Dementia is said to affect 50 million people worldwide and the number of people with it — Alzheimer’s disease being the most common form — is expected to triple over the next 30 years.

The World Health Organization (WHO) has been digging in to the research and released its first ever guidelines for dementia prevention on Tuesday.  It’s not rocket science but rather a list of familiar healthy lifestyle tenets.

Get regular exercise, don’t smoke, don’t drink a lot, control weight, eat healthy, and maintain healthy blood pressure, cholesterol and blood sugar levels.

“We need to do everything we can to reduce our risk of dementia. The scientific evidence gathered for these Guidelines confirm what we have suspected for some time, that what is good for our heart, is also good for our brain,” WHO Director-General Dr. Tedros Adhanom Ghebreyesus said in a statement.

The guidelines are evidence-based and one of the don’ts getting a lot of attention is dietary supplements.

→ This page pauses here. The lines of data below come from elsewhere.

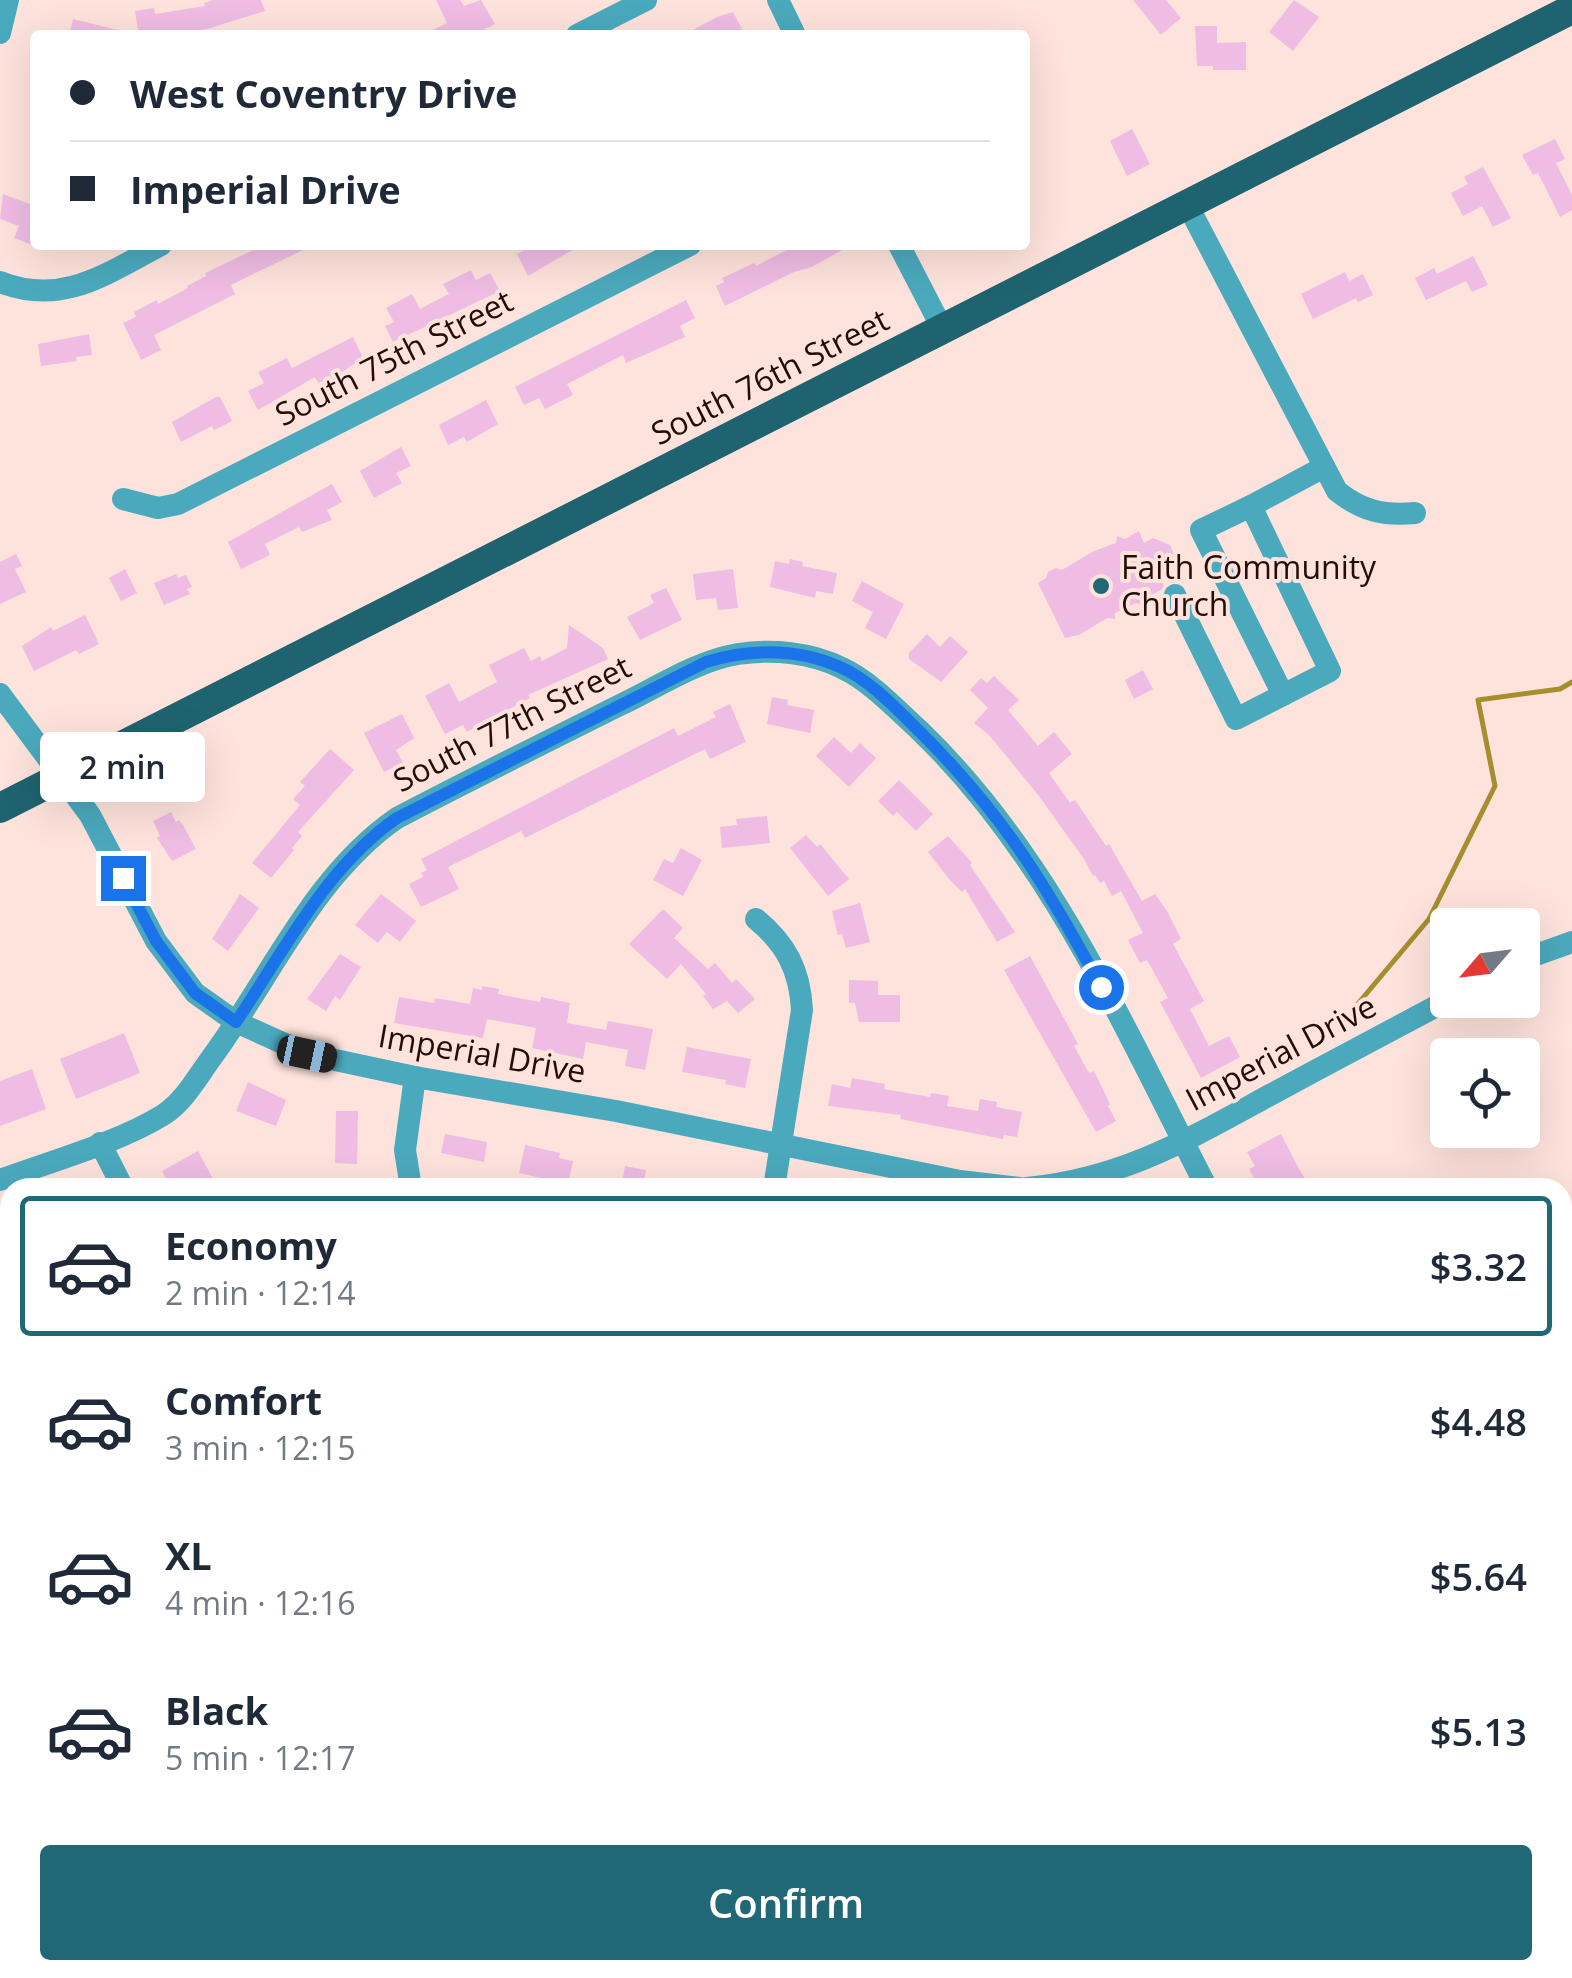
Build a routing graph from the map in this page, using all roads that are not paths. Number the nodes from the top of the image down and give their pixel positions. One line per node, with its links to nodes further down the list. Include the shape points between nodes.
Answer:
1 (8, 0): 7 (street)
2 (646, 0): 5 (street)
3 (778, 0): 6 (street)
4 (1552, 10): 8 (main road, South 76th Street)
5 (586, 30)
6 (793, 30)
7 (0, 33)
8 (1188, 204): 13 (main road, South 76th Street); 14 (street)
9 (152, 250): 12 (street, via 68,290 43,293)
10 (680, 250): 15 (street, South 75th Street, via 178,504 158,508)
11 (903, 250): 13 (street)
12 (0, 282)
13 (942, 328): 21 (main road, South 76th Street)
14 (1324, 467): 16 (street); 17 (street, via 1352,502 1390,515)
15 (123, 499)
16 (1251, 506): 20 (street, via 1330,671); 20 (street, via 1201,530)
17 (1415, 513)
18 (1175, 595): 20 (street, via 1236,719)
19 (0, 694): 21 (street, Imperial Drive)
20 (1284, 695)
21 (64, 777): 22 (main road, South 76th Street); 27 (street, Imperial Drive, via 156,941 195,993)
22 (0, 808)
23 (756, 918): 31 (street, via 790,956 801,991)
24 (1572, 942): 25 (street)
25 (1540, 954)
26 (1430, 1010): 29 (street, Imperial Drive)
27 (236, 1022): 28 (street, Imperial Drive, via 307,1054); 29 (street, South 77th Street, via 347,860 397,818 706,662 763,652 804,655 842,668 895,707 1014,838); 30 (street, South 77th Street, via 176,1105)
28 (415, 1077): 31 (street, Imperial Drive); 34 (street, via 404,1150)
29 (1183, 1142): 37 (street, Imperial Drive); 38 (street)
30 (100, 1143): 32 (street, South 77th Street); 33 (street)
31 (780, 1144): 35 (street); 36 (street, Imperial Drive)
32 (5, 1178)
33 (118, 1178)
34 (409, 1178)
35 (775, 1178)
36 (945, 1178)
37 (1094, 1178)
38 (1202, 1178)

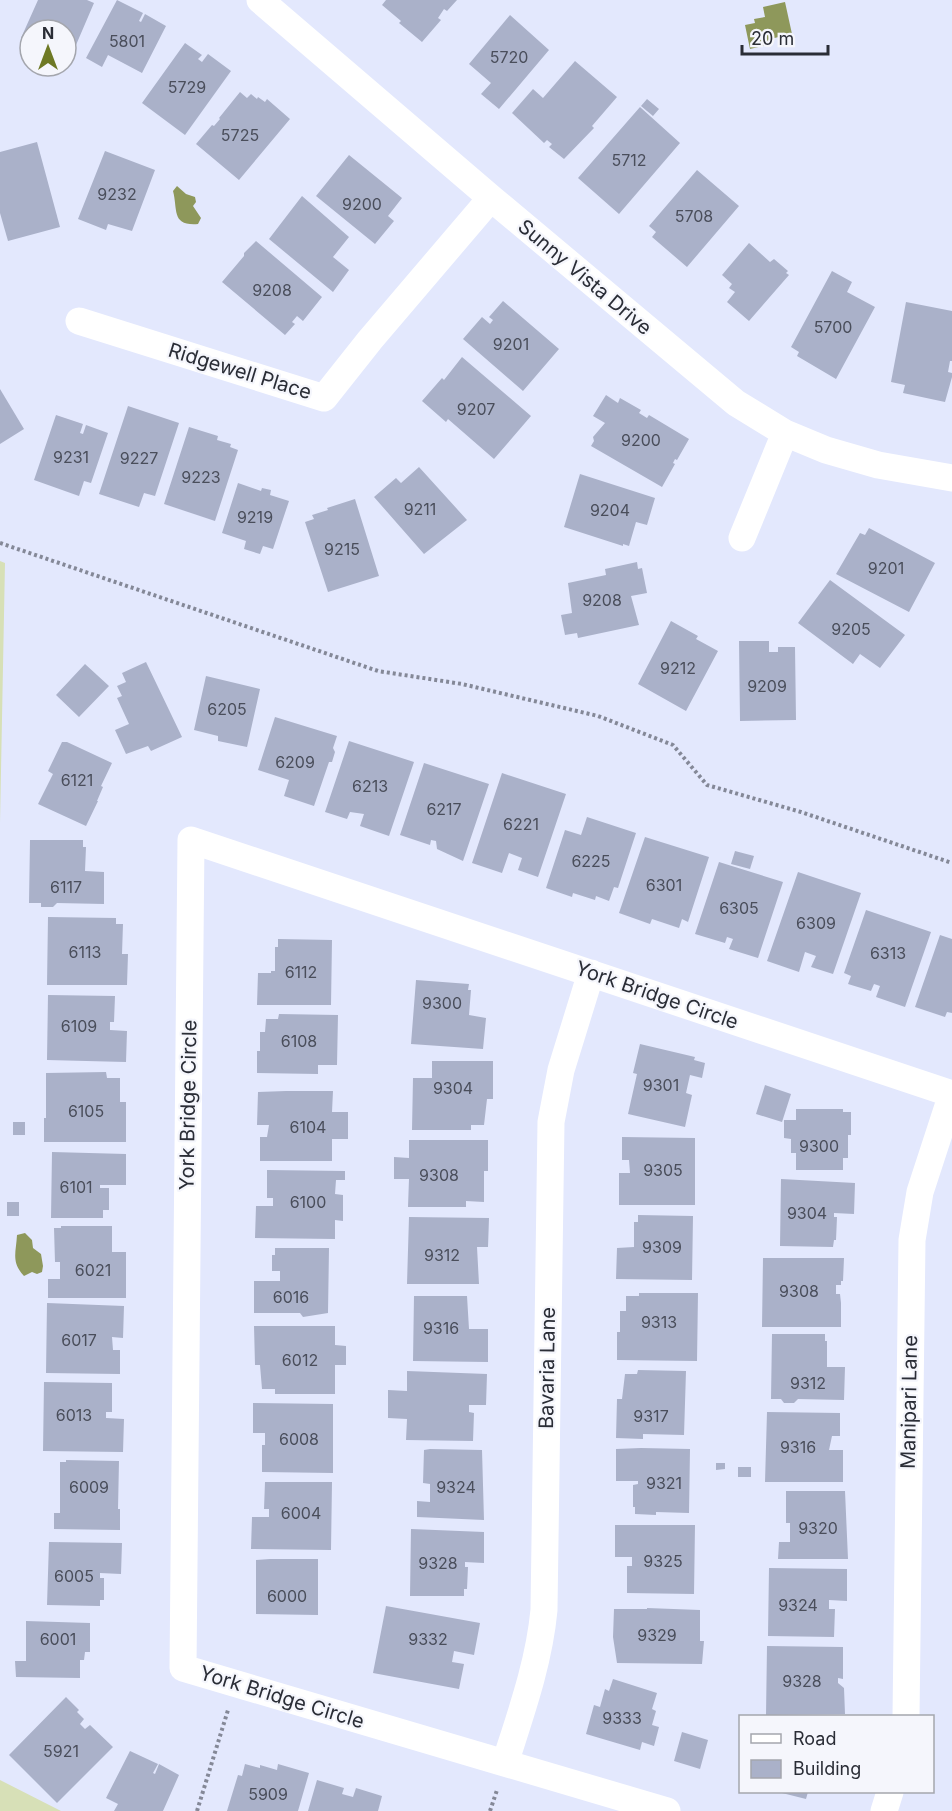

In particular, the WHO recommends against vitamins B and E, PUFA and multi-complex supplements because they just don’t work.

However, adhering to a Mediterranean-style diet does. As pointed out in the report, it’s been shown to reduce the risk of Alzheimer’s as well as improve memory and cognitive function. A Mediterranean diet is defined as a primarily plant-based diet that includes healthy fats such as olive oil and limits red meat to no more than a few times a month.

RELATED: The Head-to-Toe Benefits of Eating More Plants

As for activity, people over 65 should be getting at least 150 minutes a week of moderate-intensity aerobic exercise (e.g. walking or cycling) — 300 minutes a week further boosts the benefit. But that’s not the only activity we should be getting.

RELATED: Exercise Could Combat Alzheimer’s Disease and Delay Dementia

The report noted that lower social participation, less frequent social contact and loneliness are all associated with higher rates of dementia.

Although there were no specifics for what and just how much socializing we should be doing, the WHO states that both social participation and social support are strongly connected to good health and well-being, throughout life.